Fans of the BBC television series Walking With Dinosaurswill enjoy seeing their favourite prehistoric creatures come to life on the big screen. It’s unlikely, however, that the cinematic manifestation of the documentary will meet their expectations. Yes, the computer animation is in the same ball park asJurassic Park, but tacky work on the cutting room floor may destine this feature to a premature DVD release.


Walking With Dinosaurs: The Movie begins hitting wrong notes before we even see our first dinosaur, with directors Barry Cook and Neil Nightingale commencing – and closing – the film with a conversation between two children and their palaeontologist uncle. These superfluous scenes are filled with shoddy acting and unrealistic dialogue, which is a shame given the educational value of the original Walking With Dinosaurs series.

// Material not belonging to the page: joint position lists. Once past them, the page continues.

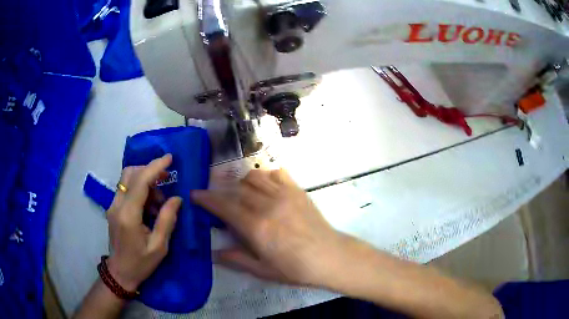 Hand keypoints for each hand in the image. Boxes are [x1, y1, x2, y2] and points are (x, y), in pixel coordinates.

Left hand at [106, 154, 180, 290]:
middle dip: (149, 171)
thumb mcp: (159, 247)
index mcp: (128, 215)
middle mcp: (117, 205)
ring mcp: (112, 205)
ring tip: (159, 202)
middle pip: (130, 173)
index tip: (169, 158)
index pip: (140, 182)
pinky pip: (126, 189)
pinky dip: (139, 190)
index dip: (155, 167)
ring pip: (127, 179)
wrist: (120, 273)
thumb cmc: (141, 263)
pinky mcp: (113, 208)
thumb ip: (167, 220)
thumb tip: (176, 198)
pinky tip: (149, 207)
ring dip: (145, 181)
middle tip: (166, 181)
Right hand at [191, 169, 345, 286]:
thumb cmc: (296, 268)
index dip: (207, 199)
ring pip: (254, 177)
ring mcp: (284, 195)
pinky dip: (265, 175)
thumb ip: (237, 259)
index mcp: (257, 227)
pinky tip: (264, 185)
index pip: (224, 207)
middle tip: (217, 196)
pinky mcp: (297, 190)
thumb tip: (214, 253)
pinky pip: (277, 173)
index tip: (195, 193)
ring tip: (240, 191)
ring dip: (241, 181)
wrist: (330, 256)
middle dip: (221, 190)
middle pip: (236, 189)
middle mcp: (267, 206)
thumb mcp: (263, 270) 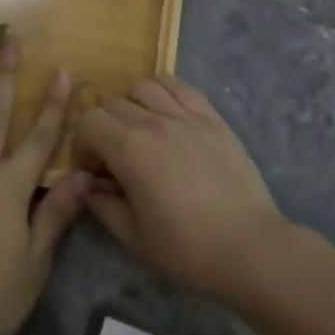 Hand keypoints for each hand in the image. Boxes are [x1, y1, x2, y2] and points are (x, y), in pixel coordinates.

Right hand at [77, 75, 287, 299]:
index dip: (85, 143)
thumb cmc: (186, 248)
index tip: (96, 169)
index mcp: (129, 149)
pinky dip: (166, 92)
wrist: (248, 247)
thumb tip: (89, 186)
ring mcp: (186, 115)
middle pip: (113, 102)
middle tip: (117, 156)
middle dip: (105, 126)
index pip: (90, 120)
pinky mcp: (212, 117)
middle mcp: (154, 121)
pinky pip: (181, 86)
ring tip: (143, 131)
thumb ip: (102, 205)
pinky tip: (169, 116)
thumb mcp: (133, 237)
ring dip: (134, 104)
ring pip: (145, 86)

Once the dinosaurs replace the humans on screen, the film starts finding its groove. We meet Patchi (Justin Long), a baby Pachyrhinosaurus trying to discover his identity, and find love. It’s a pleasant premise for a family film, which is unfortunately undermined by Cook and Nightingale’s questionable decision to accompany the film with distracting voiceovers.

In line with the original documentary series, it is somewhat relieving to find that the dinosaurs of this film don’t speak English. However, the inclusion of character voiceovers – which don’t even make an attempt to sync with the movements of the dinosaurs’ mouths – may make the audience wish the dinosaurs did. The shoddy effect feels like an afterthought – as though the filmmakers decided at the eleventh hour that they wanted the dinosaurs to talk, but were too lazy to re-animate them. The result resembles what might happen were the tapes of the BBC television series mixed up with tapes of Meerkat Manor.

Less annoying than the voiceovers are the narrations given by omniscient Alex (John Leguizamo), and the freeze-frame introductions used whenever a new dinosaur enters the frame. Unfortunately neither meet the benchmarks previously set by BBC’s Kenneth Branagh. While Cook and  should be commended for trying to maintain the credibility of Walking With Dinosaurs as an educational franchise, these features add little to the audience experience. By film’s end, the audience is likely to retain little of what they’ve been taught about dinosaurs by the narrators.

What audiences – both young and old – will remember are the beautifully animated sequences of the dinosaurs migrating, hunting, and of course wreaking havoc. On multiple occasions, we get to watch our protagonist and his fellow Pachyrhinosaurus leads fight. More often than not he is defeated, but these scenes help foster Patchi’s growth as a character. As such, fans able to tolerate the voiceover and the human cameos which bookend the film may well leave the cinema satisfied by the narrative arc, and the love story between Patchi and Juniper (Tiya Sircar).